Overview

Sneakpeek - is a platform to author, schedule and monitor scrapers in an easy, fast and extensible way. It’s the best choice for scrapers that have some specific complex scraping logic that needs to be run on a constant basis.

Key features

  • Horizontally scalable

  • Robust scraper scheduler and priority task queue

  • Multiple storage implementations to persist scrapers’ configs, tasks, logs, etc.

  • JSON RPC API to manage the platform programmatically

  • Useful UI to manage all of your scrapers

  • Scraper IDE to enable you developing scrapers right in your browser

  • Easily extendable via middleware

Demo

[Here’s a demo project](https://github.com/flulemon/sneakpeek-demo) which uses Sneakpeek framework.

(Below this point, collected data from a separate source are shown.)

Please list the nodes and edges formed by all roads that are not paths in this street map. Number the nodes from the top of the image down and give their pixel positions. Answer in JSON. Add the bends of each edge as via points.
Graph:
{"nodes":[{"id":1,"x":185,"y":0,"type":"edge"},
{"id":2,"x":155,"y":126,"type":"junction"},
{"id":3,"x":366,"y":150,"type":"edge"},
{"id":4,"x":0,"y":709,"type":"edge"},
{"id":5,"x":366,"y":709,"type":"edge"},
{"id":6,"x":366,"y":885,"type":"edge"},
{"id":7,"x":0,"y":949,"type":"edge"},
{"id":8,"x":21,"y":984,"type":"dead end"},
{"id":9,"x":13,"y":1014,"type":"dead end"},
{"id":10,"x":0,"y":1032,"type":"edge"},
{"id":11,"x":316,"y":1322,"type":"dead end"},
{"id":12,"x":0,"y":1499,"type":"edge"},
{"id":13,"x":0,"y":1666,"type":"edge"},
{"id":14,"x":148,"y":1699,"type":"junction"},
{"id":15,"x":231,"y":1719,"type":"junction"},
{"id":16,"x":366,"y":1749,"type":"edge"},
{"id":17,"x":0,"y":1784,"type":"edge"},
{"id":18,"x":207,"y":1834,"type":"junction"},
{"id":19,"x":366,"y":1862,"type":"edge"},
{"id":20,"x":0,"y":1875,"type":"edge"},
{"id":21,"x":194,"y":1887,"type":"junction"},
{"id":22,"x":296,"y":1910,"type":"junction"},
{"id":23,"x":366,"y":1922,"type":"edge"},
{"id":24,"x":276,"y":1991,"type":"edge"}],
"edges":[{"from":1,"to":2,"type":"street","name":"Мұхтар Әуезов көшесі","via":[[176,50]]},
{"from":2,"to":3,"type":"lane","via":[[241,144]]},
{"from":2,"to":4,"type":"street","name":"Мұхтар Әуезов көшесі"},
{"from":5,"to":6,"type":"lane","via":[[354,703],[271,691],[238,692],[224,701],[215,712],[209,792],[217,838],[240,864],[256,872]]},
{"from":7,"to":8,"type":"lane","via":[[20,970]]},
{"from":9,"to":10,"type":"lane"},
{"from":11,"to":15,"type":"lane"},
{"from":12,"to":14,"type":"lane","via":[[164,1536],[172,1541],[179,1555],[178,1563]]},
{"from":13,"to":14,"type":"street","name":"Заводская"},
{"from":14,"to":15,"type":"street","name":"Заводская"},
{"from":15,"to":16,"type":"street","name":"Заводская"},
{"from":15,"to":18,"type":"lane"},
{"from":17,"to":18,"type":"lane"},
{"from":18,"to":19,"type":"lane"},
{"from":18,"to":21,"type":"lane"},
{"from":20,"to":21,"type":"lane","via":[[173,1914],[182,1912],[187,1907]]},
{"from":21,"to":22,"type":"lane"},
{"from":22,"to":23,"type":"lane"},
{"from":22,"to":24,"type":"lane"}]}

You can also run the demo using Docker:

docker run -it --rm -p 8080:8080 flulemon/sneakpeek-demo

Once it has started head over to http://localhost:8080 to play around with it.

Table of contents

Quick start

So you want to create a new scraper, first you need to make sure you have installed Sneakpeek:

pip install sneakpeek-py

The next step would be implementing scraper logic (or so called scraper handler):

# file: demo_scraper.py

import json
import logging

from pydantic import BaseModel

from sneakpeek.scraper.model import ScraperContextABC, ScraperHandler


# This defines model of handler parameters that are defined
# in the scraper config and then passed to the handler
class DemoScraperParams(BaseModel):
    url: str

# This is a class which actually implements logic
# Note that you need to inherit the implementation from
# the `sneakpeek.scraper_handler.ScraperHandler`
class DemoScraper(ScraperHandler):
    # You can have any dependencies you want and pass them
    # in the server configuration
    def __init__(self) -> None:
        self._logger = logging.getLogger(__name__)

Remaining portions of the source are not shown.